The Supreme Court ruled in favor of the Office of the Attorney General in its petition for a writ of mandamus to vacate Superior Court Associate Judge Joseph Camacho’s order to compel premature discovery or evidence at a preliminary hearing.
In its ruling, the Supreme Court said that even with consent of delay from the defendant, CNMI law requires the swift disposition of a preliminary hearing, which is meant to establish probable cause.
“Our rules require a swift disposition of the preliminary hearing, the sole function of which is to establish probable cause. Though some disclosure is permissible in aid of the probable cause determination, the court’s order exceeded this narrow scope. The petition for writ of mandamus is granted,” the court stated.
In addition, the court ordered that the preliminary hearing be carried out without delay.
“The [trial] court’s overbroad order compelling production of all notes, statements, police reports, videos, etc., relevant to the determination of probable cause at the preliminary hearing is vacated and the preliminary hearing should be conducted without further delay,” the order stated.
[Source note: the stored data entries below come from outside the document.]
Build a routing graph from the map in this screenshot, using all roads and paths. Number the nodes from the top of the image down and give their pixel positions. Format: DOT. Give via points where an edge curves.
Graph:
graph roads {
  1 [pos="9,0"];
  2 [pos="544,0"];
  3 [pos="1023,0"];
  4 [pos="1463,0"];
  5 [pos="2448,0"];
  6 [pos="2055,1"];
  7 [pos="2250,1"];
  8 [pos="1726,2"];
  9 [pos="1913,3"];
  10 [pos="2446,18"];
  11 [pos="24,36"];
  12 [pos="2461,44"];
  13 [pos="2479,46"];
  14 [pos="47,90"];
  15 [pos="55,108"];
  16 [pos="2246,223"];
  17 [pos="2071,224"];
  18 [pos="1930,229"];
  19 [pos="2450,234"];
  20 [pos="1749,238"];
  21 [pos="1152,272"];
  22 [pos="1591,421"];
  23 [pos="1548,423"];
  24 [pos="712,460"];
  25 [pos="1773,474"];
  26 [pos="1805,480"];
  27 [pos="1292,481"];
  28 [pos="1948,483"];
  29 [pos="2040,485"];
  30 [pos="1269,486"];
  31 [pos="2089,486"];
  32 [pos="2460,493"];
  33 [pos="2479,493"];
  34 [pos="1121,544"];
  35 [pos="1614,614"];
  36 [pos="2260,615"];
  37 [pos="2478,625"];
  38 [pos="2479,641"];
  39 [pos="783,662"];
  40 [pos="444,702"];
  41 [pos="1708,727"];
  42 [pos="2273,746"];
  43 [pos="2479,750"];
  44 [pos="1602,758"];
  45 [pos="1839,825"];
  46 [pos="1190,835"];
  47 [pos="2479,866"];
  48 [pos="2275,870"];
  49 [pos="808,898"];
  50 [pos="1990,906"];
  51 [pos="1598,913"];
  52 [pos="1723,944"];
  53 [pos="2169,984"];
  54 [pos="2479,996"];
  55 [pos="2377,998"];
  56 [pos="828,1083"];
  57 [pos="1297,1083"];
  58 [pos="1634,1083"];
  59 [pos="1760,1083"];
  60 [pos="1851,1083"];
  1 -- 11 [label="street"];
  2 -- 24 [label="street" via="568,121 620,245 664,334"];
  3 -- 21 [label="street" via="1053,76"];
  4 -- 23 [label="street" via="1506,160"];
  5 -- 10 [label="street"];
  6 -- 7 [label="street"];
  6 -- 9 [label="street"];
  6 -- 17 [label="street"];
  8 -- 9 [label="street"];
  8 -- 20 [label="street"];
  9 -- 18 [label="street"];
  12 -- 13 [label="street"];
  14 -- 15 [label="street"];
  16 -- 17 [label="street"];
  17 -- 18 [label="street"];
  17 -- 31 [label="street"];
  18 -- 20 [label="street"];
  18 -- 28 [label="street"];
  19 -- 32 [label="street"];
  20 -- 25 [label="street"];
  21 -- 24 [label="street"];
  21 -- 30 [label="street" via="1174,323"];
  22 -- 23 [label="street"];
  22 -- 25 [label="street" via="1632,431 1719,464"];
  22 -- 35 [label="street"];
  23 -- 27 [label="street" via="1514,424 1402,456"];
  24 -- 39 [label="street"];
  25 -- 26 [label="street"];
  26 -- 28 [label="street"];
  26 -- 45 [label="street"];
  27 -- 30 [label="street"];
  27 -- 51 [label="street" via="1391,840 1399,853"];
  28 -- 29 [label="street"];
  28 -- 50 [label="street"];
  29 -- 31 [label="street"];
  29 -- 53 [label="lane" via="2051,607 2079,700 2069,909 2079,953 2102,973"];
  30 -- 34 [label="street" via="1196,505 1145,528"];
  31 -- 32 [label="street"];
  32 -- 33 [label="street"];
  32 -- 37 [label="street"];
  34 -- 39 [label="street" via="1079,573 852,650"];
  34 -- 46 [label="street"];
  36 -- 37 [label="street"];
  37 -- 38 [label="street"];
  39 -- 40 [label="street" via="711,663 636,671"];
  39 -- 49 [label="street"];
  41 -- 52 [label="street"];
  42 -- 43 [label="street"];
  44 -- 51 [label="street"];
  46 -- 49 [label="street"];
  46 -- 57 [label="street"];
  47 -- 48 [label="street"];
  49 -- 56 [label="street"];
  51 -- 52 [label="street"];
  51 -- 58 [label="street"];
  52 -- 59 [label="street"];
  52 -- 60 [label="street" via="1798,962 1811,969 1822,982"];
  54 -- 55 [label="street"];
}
In the case of Rudolph Rudolph, who is charged with three counts of sexual abuse of a minor, Camacho ordered the OAG to produce all tangible material used by law enforcement to establish probable cause in connection with the cross-examination of its witness.
The Commonwealth contended in its petition that discovery is beyond the scope of preliminary hearing.
It also asserted that the order was erroneous as a matter of law and manifests a persistent disregard of applicable rules.
The Commonwealth further argued that the court’s delay of the hearings violates the NMI Rule of Criminal Procedure.
In an email to Saipan Tribune from Chief Prosecutor John Bradley, he said the “strong ruling” by the Supreme Court restores the proper rule of law.
“We are grateful that the Supreme Court gave speedy consideration to the arguments by chief solicitor Robby Glass,” he said.